Accroissement du nationalisme après le « boom »

Ce virage en apparence étatiste de l’économie n’est pas le fruit d’un choix personnel de Xi Jinping, mais davantage le produit d’une crise économique durable. Les exportations, dominées par les sociétés privée et étrangères, ont été les premières sources de la prospérité chinoise, permettant au pays d’absorber d’importantes réserves de devises depuis trois décennies. Celles-ci ont permis une expansion du crédit étatique, qui alimentait principalement les sociétés d’État ou celles qui lui étaient liées, nourrissant les investissements en immobilisation de toute nature : infrastructures, immobilier, nouvelles aciéries et usines de charbon. Tant que les réserves de devises augmentaient, le système financier contrôlé par le PCC pouvait accroître la liquidité locale par le truchement de prêts bancaires abondants sans s’exposer au risque de la dévaluation ou de la fuite des capitaux.

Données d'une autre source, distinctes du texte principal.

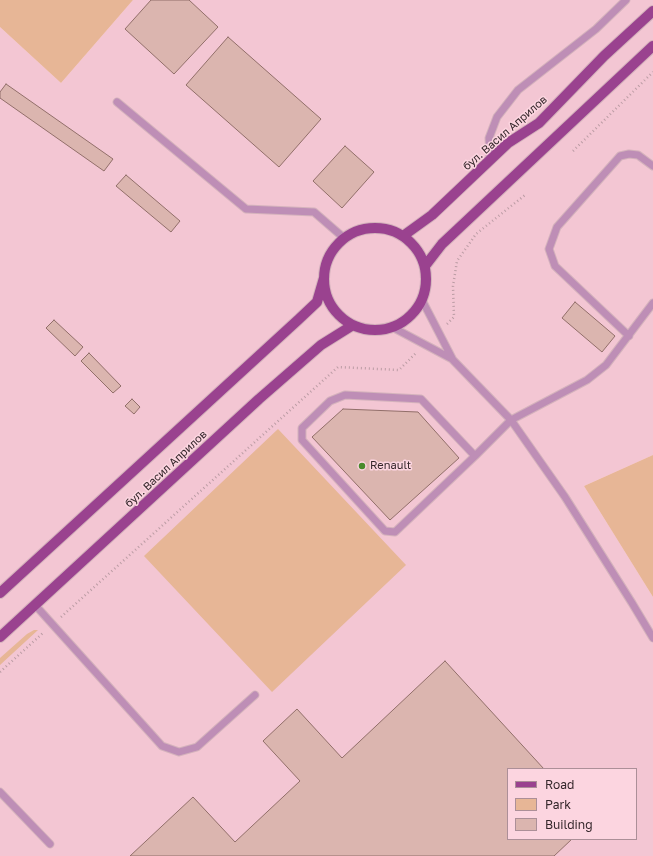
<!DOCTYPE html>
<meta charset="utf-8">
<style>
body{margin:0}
#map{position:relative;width:653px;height:856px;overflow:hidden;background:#fcd5e0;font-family:"Golos Text",sans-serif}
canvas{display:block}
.legend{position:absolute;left:507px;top:768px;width:130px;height:72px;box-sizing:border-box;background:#fcd5e0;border:1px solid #ac8f98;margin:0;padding:5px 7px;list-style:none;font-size:12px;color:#35272b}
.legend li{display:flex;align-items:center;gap:8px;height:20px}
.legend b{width:20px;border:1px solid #ac8f98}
</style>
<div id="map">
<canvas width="653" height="856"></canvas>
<ul class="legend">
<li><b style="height:5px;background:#9a428f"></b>Road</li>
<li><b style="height:11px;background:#e7b696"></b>Park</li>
<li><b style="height:11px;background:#dbb5af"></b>Building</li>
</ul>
</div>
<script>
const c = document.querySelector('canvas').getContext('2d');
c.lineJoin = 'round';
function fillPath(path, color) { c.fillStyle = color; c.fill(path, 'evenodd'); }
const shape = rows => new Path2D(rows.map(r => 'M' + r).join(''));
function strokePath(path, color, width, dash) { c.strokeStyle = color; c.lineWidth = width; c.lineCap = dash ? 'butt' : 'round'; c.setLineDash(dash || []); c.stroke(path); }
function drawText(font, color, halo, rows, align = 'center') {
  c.font = font + ' "Golos Text",sans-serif'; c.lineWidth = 3; c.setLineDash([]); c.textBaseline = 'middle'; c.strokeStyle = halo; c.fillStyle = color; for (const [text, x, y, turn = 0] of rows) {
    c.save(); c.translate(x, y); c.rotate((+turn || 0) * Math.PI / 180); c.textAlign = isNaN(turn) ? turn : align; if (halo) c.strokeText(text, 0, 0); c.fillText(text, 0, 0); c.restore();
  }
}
fillPath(shape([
 [133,0,653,0,653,455,584,486,653,597,653,856,0,856,0,27,61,83],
 [508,769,636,769,636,839,508,839]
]), '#f3c6d3');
fillPath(shape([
 [0,0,133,0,61,83,0,27],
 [278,429,406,565,272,692,144,556],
 [653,455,653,597,584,486],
 [34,630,38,630,0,665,0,658,27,634]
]), '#e7b696');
const building = shape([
 [151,0,189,0,218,27,174,74,125,29,151,0],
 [228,37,321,119,279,167,186,85,228,37],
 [6,84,113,159,104,171,0,98,0,92,6,84],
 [345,146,374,172,342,208,313,181,345,146],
 [126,175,180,221,171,232,116,186,126,175],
 [575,302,615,336,602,352,562,318,575,302],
 [54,320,83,347,75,356,46,328,54,320],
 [89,353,121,386,113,393,81,361,89,353],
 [132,399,140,407,134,414,125,406,132,399],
 [343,409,418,412,459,458,390,520,312,437,343,409],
 [445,661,544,769,508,769,508,839,572,839,554,856,130,856,193,797,235,842,300,781,263,741,297,709,342,758,445,661]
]);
fillPath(building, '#dbb5af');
strokePath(building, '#926f6a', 1);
const lane = shape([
 [117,102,246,209,314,212,344,238],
 [490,160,489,138,497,117,518,90,596,29,626,0],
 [422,300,453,360,511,420,565,497,632,603,653,638],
 [392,327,452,359],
 [629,336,555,266,549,249,557,227,620,156,629,154,638,155,653,166],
 [475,456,421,399,345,395,330,401,302,428,302,440,385,531,395,532,475,456,511,420,587,380,606,365,653,303],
 [36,606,162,746,179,752,197,747,255,695],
 [0,792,50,844]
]);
const primary = shape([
 '324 279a51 51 0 1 1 102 0a51 51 0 1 1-102 0Z',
 [403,236,432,215,508,143,539,123,604,56,653,11],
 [425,266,442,244,653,46],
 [0,593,299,319,317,302,324,278],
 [0,637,259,399,321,345,353,325]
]);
strokePath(lane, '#d4b2bc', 9);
strokePath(primary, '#d4b2bc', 12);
strokePath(shape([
 [573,151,653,72],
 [447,324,454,317,453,286,457,261,476,234,525,195],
 [61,617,338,367,399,370,416,353],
 [0,672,44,632]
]), '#bb9ca4', 2.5, [1, 3]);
strokePath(lane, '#be8eb6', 7);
strokePath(primary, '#9a428f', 10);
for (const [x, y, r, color] of [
 [362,466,4,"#488a2c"]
]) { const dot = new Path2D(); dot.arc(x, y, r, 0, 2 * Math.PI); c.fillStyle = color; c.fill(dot); strokePath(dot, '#fcd5e0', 1.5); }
drawText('11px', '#35272b', '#fcd5e0', [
 ["бул. Васил Априлов",505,133,-41],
 ["бул. Васил Априлов",166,469,-43]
]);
drawText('11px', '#35272b', '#fcd5e0', [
 ["Renault",370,466]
], 'left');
</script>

Les leaders chinois ont bel et bien tiré la sonnette d’alerte vis-à-vis du surendettement et de la surcapacité, et proposé des mesures pour pallier ce vice structurel telle la conditionalité des prêts bancaires aux entreprises sur des critères de solvabilité. Mais comme les secteurs en croissance se transformaient en véritables vaches à lait à mesure qu’ils devenaient des fiefs contrôlés par les diverses factions du parti-État, ces réformes n’ont eu qu’un impact limité.

Lors de la crise financière de 2008, alors que la longue période de croissance chinoise portée par l’exportation fléchissait, le gouvernement mettait en place un programme de stimulus monétaire agressif qui a conduit à un fort rebond, tiré par des investissements en immobilisations financés par la dette. L’affaissement des exportations et la poursuite d’un investissement expansif financé par les banques d’État en 2009 et 2010 a créé une bulle d’endettement qui n’était plus contrebalancée par l’accroissement des réserves de devises étrangères. Entre 2008 et la fin de l’année 2017, la dette chinoise privée est passé de 148 % du PIB à plus de 250 %. En 2020, la hausse des prêts pendant la pandémie l’a faite progresser, selon une estimation, à plus de 330 %…

Les appartements, usines de charbon, aciéries et infrastructures financées par la dette ont débouché sur rien de moins qu’une surproduction. Après le rebond de 2009-2010, la rentabilité des entreprises — publiques comme privées — n’a cessé de dégringoler.

Les profits diminuant, le remboursement des prêts est devenu un problème, et la dette une bombe à retardement. Dès lors, la Chine est devenue de plus en plus incapable de soutenir sa croissance via les investissements en immobilisation financés par la dette, tandis que les exportations n’ont pas retrouvé leur niveau d’avant 2008.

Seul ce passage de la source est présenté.